Top of SUPPLIED INFORMATION

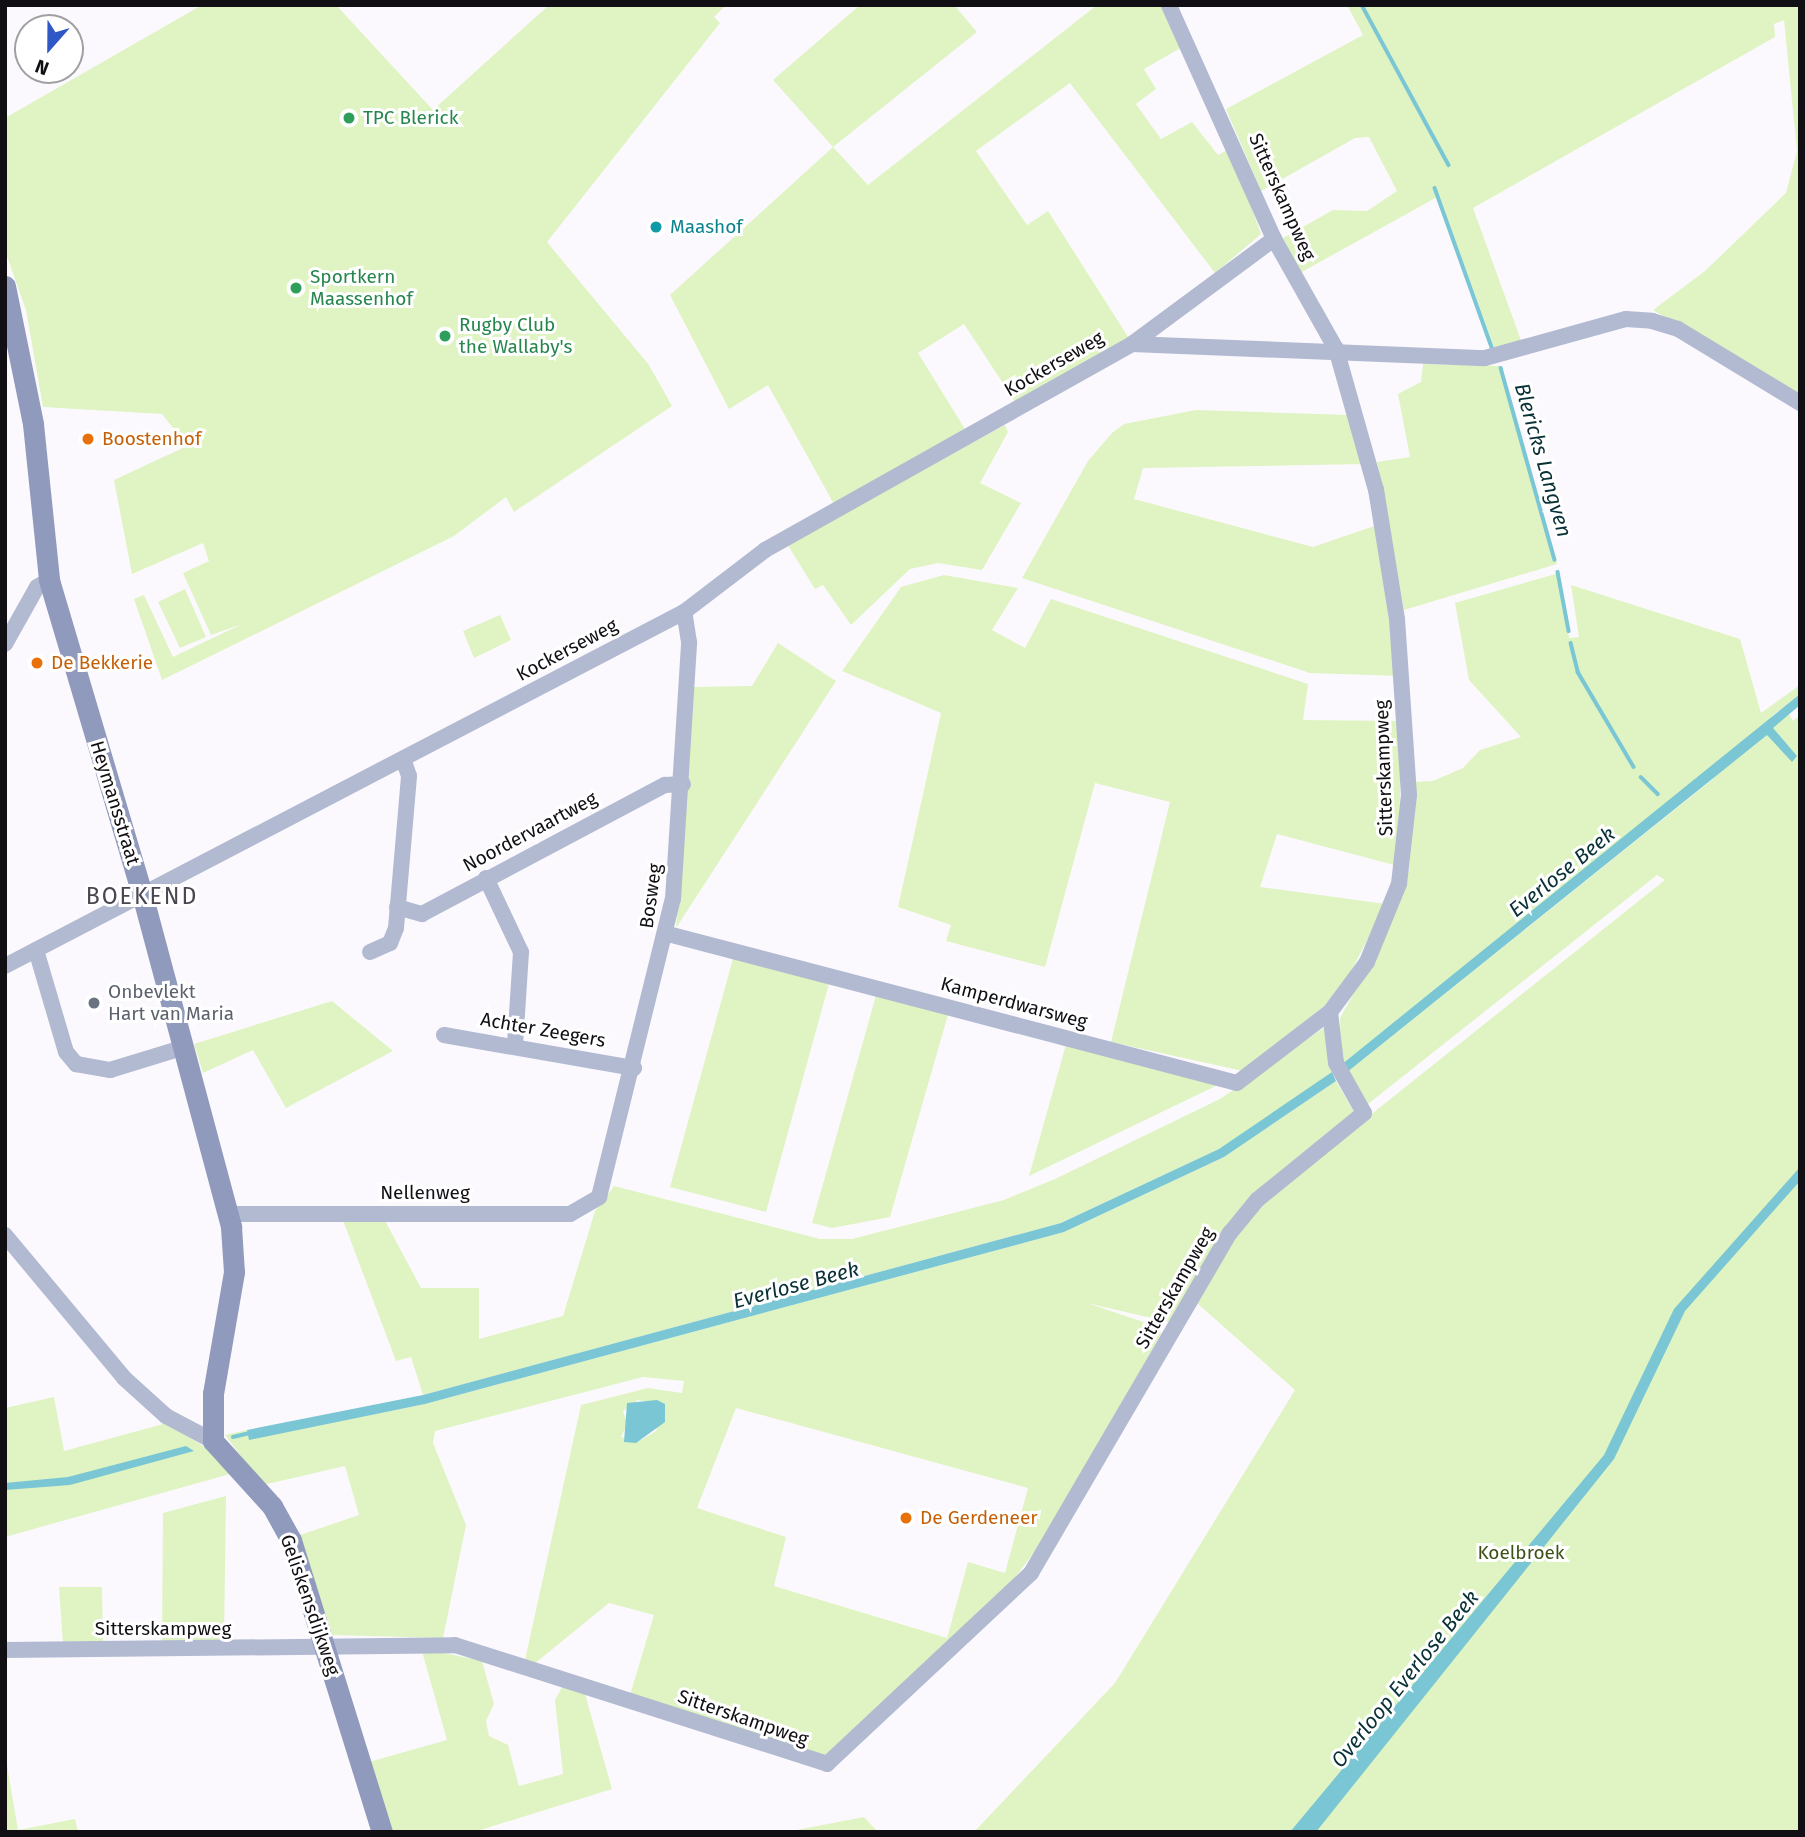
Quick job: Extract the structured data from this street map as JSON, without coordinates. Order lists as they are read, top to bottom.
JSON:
{
  "streets": {
    "street": [
      "Sitterskampweg",
      "Kockerseweg",
      "Heymansstraat",
      "Noordervaartweg",
      "Bosweg",
      "Kamperdwarsweg",
      "Achter Zeegers",
      "Nellenweg",
      "Geliskensdijkweg"
    ]
  },
  "crossings": [
    ["Sitterskampweg", "Kockerseweg"],
    ["Sitterskampweg", "Kamperdwarsweg"],
    ["Sitterskampweg", "Geliskensdijkweg"],
    ["Kockerseweg", "Heymansstraat"],
    ["Kockerseweg", "Bosweg"],
    ["Heymansstraat", "Nellenweg"],
    ["Heymansstraat", "Geliskensdijkweg"],
    ["Noordervaartweg", "Bosweg"],
    ["Bosweg", "Kamperdwarsweg"],
    ["Bosweg", "Achter Zeegers"],
    ["Bosweg", "Nellenweg"]
  ],
  "districts": ["BOEKEND"],
  "water": ["Blericks Langven", "Everlose Beek", "Overloop Everlose Beek"],
  "parks": ["Koelbroek"],
  "places": [
    "TPC Blerick",
    "Maashof",
    "Sportkern Maassenhof",
    "Rugby Club the Wallaby's",
    "Boostenhof",
    "De Bekkerie",
    "Onbevlekt Hart van Maria",
    "De Gerdeneer"
  ],
  "north": "bottom"
}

Bottom of SUPPLIED INFORMATION

■ EXERCISE DIRECTIONS
The answer to this exercise is one number: how many lines of the records above contain the string "Kamperdwarsweg".

■ RESPONSE AREA
3